For a while now I have been pretty curious about different variables and how they affect the chances of people finding love and one of the variables I have been curious about is how a career could affect our chances of finding love.
I had a conversation with my brother about this topic and for him, he doesn’t feel like a career could make a difference but I feel like certain careers have perks that make it easier to meet people and to find companionship.
Moving forward, I will be breaking this down into two parts on how I feel certain careers might be an advantage or disadvantage.
FIRST PART: THE APPEAL FACTOR
The appeal factor speaks about how certain careers are appealing and could give an edge to certain individuals, mind you that the appeal factor could be different for each gender.
For me, especially in the country I was raised, I feel like certain professions are looked down on or idolized and this might be a determining factor in the search for love, for example, most ladies I know would rather date a doctor or a businessman than date a policeman because well, police in my country aren’t exactly appreciated.
Another thing that comes to play in the appeal factor is the amount of money each career makes because most people if given the choice will go for someone with the one that pays more.
Not forgetting the place of women in the appeal factor, most men might prefer career roles that aren’t tasking on their women because it is believed that a woman is a caregiver in the home so she should have enough time to balance these roles.
SECOND PART: THE ACCESSIBILITY FACTOR
The accessibility factor speaks about how certain people have more access to meeting others because of their career while others might be at a disadvantage, for example, a waitress or flight attendance might meet more people compared to a freelance writer who is always at home and due to this factor, one has the opportunity to have options while the other might not.
Now I am not saying that because you are a freelance writer you wouldn’t find love but if you do not purposely put energy into your social life, you might find it difficult to meet people.
IS MY CAREER STOPPING ME FROM FINDING LOVE AND WHAT CAN BE DONE?
Well, it is very possible that due to your career you aren't meeting people hence it might be a bit difficult to find love but still, in the end, there is no manual in life and what might prevent one from finding love might not prevent another but if you truly feel like your career is stopping you from finding love then the most important thing to do is make time to invest in your social life.

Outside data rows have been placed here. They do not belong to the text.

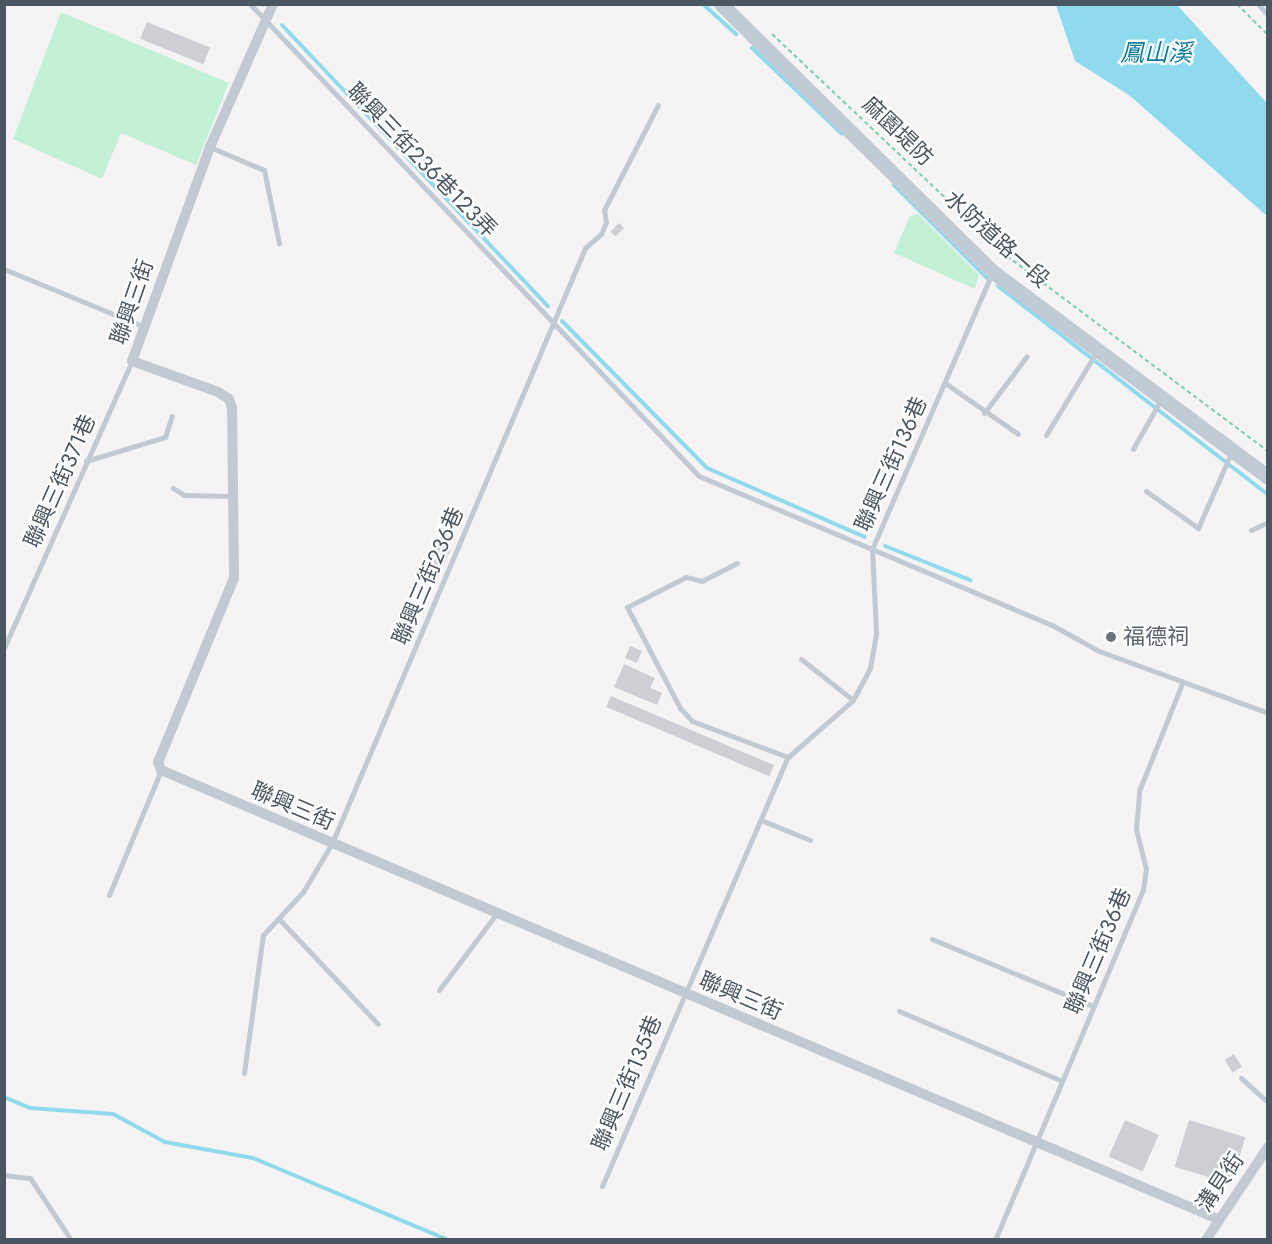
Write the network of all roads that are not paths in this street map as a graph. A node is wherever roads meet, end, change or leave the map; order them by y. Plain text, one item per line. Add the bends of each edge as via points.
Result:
1 (250, 4) edge
2 (273, 4) edge
3 (721, 4) edge
4 (1257, 4) edge
5 (1268, 15) edge
6 (266, 22) junction
7 (658, 105) dead end
8 (210, 147) junction
9 (279, 243) dead end
10 (4, 269) edge
11 (993, 272) junction
12 (556, 322) junction
13 (142, 326) junction
14 (1096, 352) junction
15 (1027, 356) dead end
16 (132, 361) junction
17 (945, 383) junction
18 (1160, 402) junction
19 (984, 413) junction
20 (172, 416) dead end
21 (1017, 434) dead end
22 (1046, 435) dead end
23 (1133, 448) dead end
24 (1230, 455) junction
25 (86, 461) junction
26 (1268, 477) edge
27 (172, 488) dead end
28 (1146, 491) dead end
29 (232, 496) junction
30 (1268, 522) edge
31 (1251, 530) dead end
32 (872, 549) junction
33 (737, 563) dead end
34 (4, 648) edge
35 (801, 659) dead end
36 (1183, 681) junction
37 (853, 700) junction
38 (1268, 713) edge
39 (788, 757) junction
40 (161, 770) junction
41 (761, 820) junction
42 (810, 840) dead end
43 (332, 843) junction
44 (109, 895) dead end
45 (497, 913) junction
46 (279, 919) junction
47 (932, 939) dead end
48 (439, 990) dead end
49 (683, 993) junction
50 (1093, 1006) junction
51 (899, 1011) dead end
52 (378, 1024) dead end
53 (244, 1073) dead end
54 (1241, 1078) dead end
55 (1062, 1081) junction
56 (1268, 1102) edge
57 (1037, 1141) junction
58 (1268, 1147) edge
59 (4, 1175) edge
60 (602, 1186) dead end
61 (1218, 1219) junction
62 (71, 1239) edge
63 (996, 1239) edge
64 (1206, 1239) edge

1 - 6 lane, 聯興三街236巷123弄
2 - 6 street, 聯興三街
3 - 11 street, 水防道路一段
4 - 5 lane
6 - 8 street, 聯興三街
6 - 12 lane, 聯興三街236巷123弄
7 - 12 lane, 聯興三街236巷 via 604,210 606,222 601,234 585,248
8 - 9 lane via 264,170
8 - 13 street, 聯興三街
10 - 13 lane
11 - 14 street, 水防道路一段
11 - 17 lane, 聯興三街136巷
12 - 32 lane via 699,476
12 - 43 lane, 聯興三街236巷
13 - 16 street, 聯興三街
14 - 18 street, 水防道路一段
14 - 22 lane
15 - 19 lane
16 - 25 lane, 聯興三街371巷
16 - 29 street, 聯興三街 via 230,399
17 - 19 lane
17 - 32 lane, 聯興三街136巷
18 - 23 lane
18 - 24 street, 水防道路一段
19 - 21 lane
20 - 25 lane via 165,437
24 - 26 street, 水防道路一段
24 - 28 lane via 1198,528
25 - 34 lane, 聯興三街371巷
27 - 29 lane via 184,495
29 - 40 street, 聯興三街 via 234,578 158,762
30 - 31 lane
32 - 36 lane via 1052,625 1099,651
32 - 37 lane, 聯興三街136巷 via 876,633 870,668
33 - 39 lane via 702,581 686,577 627,607 680,708 692,721
35 - 37 lane
36 - 38 lane
36 - 50 lane, 聯興三街36巷 via 1139,791 1136,829 1146,869 1143,890
37 - 39 lane, 聯興三街136巷
39 - 41 lane, 聯興三街136巷
40 - 43 street, 聯興三街
40 - 44 lane
41 - 42 lane
41 - 49 lane, 聯興三街136巷
43 - 45 street, 聯興三街
43 - 46 lane, 聯興三街236巷 via 303,892
45 - 48 lane
45 - 49 street, 聯興三街
46 - 52 lane
46 - 53 lane, 聯興三街236巷 via 263,935
47 - 50 lane
49 - 57 street, 聯興三街
49 - 60 lane, 聯興三街135巷
50 - 55 lane, 聯興三街36巷
51 - 55 lane
54 - 56 lane
55 - 57 lane, 聯興三街36巷
57 - 61 street, 聯興三街
57 - 63 lane, 聯興三街36巷
58 - 61 street, 溝貝街
59 - 62 lane via 30,1178
61 - 64 street, 溝貝街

I think most of us forget that to meet people you will have to step out and socialize and especially for young people it is easier to just stay indoors but that might not be the best option.
IN THE END,
There are other variables except for career that could be at play in preventing your quest of finding love and while a career could be important, you will also need to examine the others.
@khaleesii, you bring up some valid points, I can definitely see where career choices could make a difference in finding your soul mate.
And the pandemic has probably been very tough on those looking for love, with all the quarantining that has been required this past year and a half.
If you know in advance some things in your heart that would make a true love match difficult it might be easier to avoid starting an involvement with a partner that you are predisposed not to be compatible with. But sometimes cupid's arrow finds us regardless of what we were looking for, lol.
I'm coming to your post from @dreemport.
The pandemic has been awful on those finding love, even in my case I wonder if it is even possible at this point hence I have been trying to research on different variables but hopefully cupid comes to our rescue.
There are cases where one finds love but will also be forced to give up on a particular career path just to make things work. To be fair on female folks tho, I think they're more at the receiving end of this.
Life's not balanced.
Yeah, this is true, especially for females, certain jobs can be so tasking that you would have to choose.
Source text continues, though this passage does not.